Data supplied Block Start

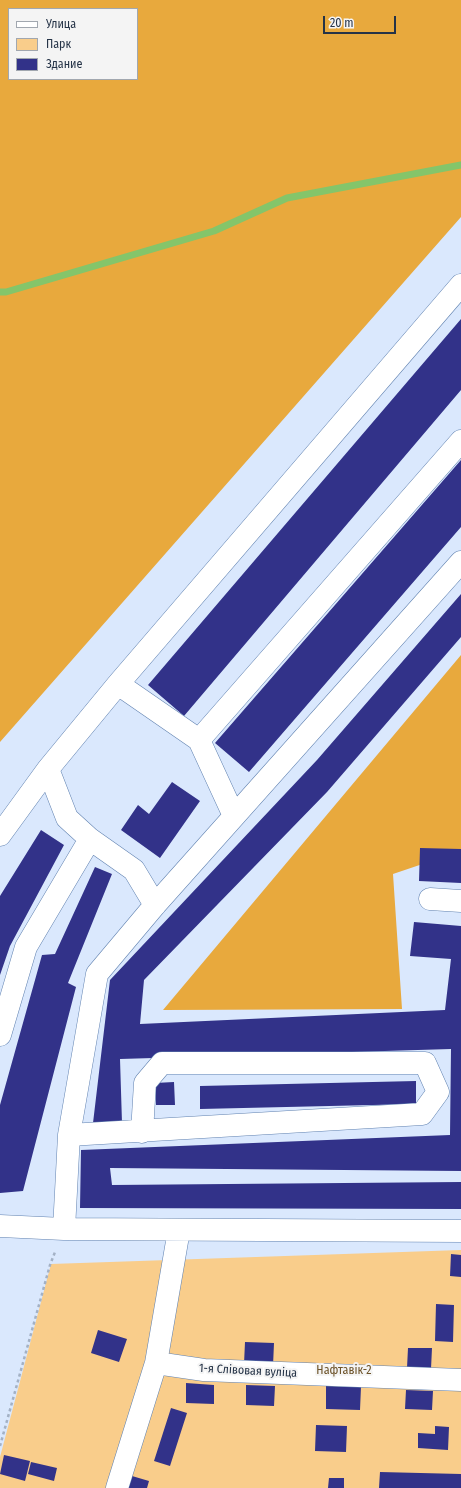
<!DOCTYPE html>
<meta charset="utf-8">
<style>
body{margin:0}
#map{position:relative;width:461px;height:1488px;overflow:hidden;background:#dae8fd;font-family:"Fira Sans Condensed",sans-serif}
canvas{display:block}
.legend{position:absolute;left:8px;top:8px;width:130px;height:72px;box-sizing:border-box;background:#f4f4f4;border:1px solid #a1a7af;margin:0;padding:5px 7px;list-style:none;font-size:12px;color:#253347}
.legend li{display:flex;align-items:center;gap:8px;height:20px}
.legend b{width:20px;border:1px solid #a1a7af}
.scale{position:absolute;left:323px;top:16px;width:73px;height:18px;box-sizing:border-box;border:2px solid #253347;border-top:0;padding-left:5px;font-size:12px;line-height:14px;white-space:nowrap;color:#253347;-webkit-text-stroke:3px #f4f4f4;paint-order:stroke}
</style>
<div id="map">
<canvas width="461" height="1488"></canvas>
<ul class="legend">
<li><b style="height:5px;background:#fff"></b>Улица</li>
<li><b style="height:11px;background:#f9cd8b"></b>Парк</li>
<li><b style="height:11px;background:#323289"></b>Здание</li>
</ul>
<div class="scale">20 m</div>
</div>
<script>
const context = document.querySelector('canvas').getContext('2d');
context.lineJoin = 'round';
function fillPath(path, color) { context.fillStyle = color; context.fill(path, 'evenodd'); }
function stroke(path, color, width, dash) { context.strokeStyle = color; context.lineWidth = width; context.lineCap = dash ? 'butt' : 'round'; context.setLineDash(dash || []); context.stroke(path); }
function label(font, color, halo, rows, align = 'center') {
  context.font = font + ' "Fira Sans Condensed",sans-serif'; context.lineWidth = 4; context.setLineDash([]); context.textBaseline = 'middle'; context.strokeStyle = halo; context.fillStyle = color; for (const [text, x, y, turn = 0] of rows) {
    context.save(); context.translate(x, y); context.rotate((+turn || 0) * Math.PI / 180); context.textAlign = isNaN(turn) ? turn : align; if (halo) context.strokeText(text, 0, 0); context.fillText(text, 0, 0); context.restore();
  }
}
const green = new Path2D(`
 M 461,1250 L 461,1488 L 0,1488 L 0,1457 L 51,1264 Z`);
const forest = new Path2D(`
 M 0,0 L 461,0 L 461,217 L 0,742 ZM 9,9 L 137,9 L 137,79 L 9,79 Z
 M 461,655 L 461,851 L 393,874 L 402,1009 L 163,1010 Z`);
const stream = new Path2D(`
 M 0,292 L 6,292 L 214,231 L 287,198 L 461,165`);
const building = new Path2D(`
 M 461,319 L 461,390 L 184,716 L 148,685 Z
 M 461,460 L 461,527 L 249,772 L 215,743 Z
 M 461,594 L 461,637 L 327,792 L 144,980 L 140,1024 L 445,1010 L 451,959 L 410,956 L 414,922 L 461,926 L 461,1171 L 110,1168 L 112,1185 L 461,1182 L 461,1209 L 80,1208 L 81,1150 L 450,1135 L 451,1049 L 120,1059 L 122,1123 L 93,1123 L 110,980 L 317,760 Z
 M 172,782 L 200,801 L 160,858 L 121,830 L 138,805 L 149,814 Z
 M 41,830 L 64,845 L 10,946 L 0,975 L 0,896 Z
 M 420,848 L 461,849 L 461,883 L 419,881 Z
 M 95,867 L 112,874 L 68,983 L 76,987 L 23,1191 L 0,1193 L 0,1105 L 42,955 L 55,954 Z
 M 416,1081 L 416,1104 L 200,1109 L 200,1086 Z
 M 174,1082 L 175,1105 L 156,1105 L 155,1083 Z
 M 451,1254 L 461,1255 L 461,1277 L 450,1276 Z
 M 436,1304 L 454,1305 L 453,1342 L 435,1341 Z
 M 98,1330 L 127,1339 L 119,1362 L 91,1353 Z
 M 245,1342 L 274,1343 L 273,1366 L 244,1364 Z
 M 408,1348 L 432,1348 L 431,1369 L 407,1368 Z
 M 186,1383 L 214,1385 L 214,1404 L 186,1403 Z
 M 246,1385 L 275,1386 L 274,1406 L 246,1405 Z
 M 326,1386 L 361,1387 L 360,1410 L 326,1409 Z
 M 406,1390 L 433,1391 L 432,1410 L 405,1409 Z
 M 171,1408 L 187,1413 L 170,1466 L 154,1461 Z
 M 316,1425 L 347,1426 L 346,1452 L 315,1451 Z
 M 435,1426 L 449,1427 L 448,1450 L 418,1448 L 418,1433 L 435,1434 Z
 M 4,1455 L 30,1461 L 25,1481 L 0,1474 Z
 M 31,1462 L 57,1468 L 54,1481 L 28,1474 Z
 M 380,1472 L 461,1474 L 461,1488 L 379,1488 Z
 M 132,1476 L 149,1481 L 147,1488 L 128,1488 Z
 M 329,1478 L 344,1478 L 344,1488 L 328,1488 Z`);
const path = new Path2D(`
 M 0,1446 L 50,1265 L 55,1252`);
const minor = new Path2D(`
 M 118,684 L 199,740 L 234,816
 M 199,740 L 461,441
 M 48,769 L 67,818 L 90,839 L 134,870 L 155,905
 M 0,835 L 48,769 L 118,684 L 461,285
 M 430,899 L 461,901
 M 0,1035 L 26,947 L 90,839
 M 69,1135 L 422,1114 L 438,1092 L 425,1063 L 162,1063 L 145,1083 L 142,1132
 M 0,1226 L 64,1229 L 461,1231
 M 64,1229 L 69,1135 L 97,974 L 155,905 L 461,562
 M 156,1363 L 204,1370 L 461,1380
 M 117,1488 L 156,1363 L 179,1230`);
const streetNames = [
 ["1-я Слівовая вуліца",248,1371,3]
];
const parkNames = [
 ["Нафтавік-2",344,1371]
];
fillPath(green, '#f9cd8b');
fillPath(forest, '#e8a93d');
stroke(stream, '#84c56a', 7);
fillPath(building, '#323289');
stroke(minor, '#6182b0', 23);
stroke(path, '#a3b1c5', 2.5, [3, 3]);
stroke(minor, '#fff', 22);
label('12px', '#253347', '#f4f4f4', streetNames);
label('12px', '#6c5228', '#f4f4f4', parkNames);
</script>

Data supplied Block End

→ Task description: Lines holding the string "align" in the records above must be counted; give the number alone.

→ Solution below: 3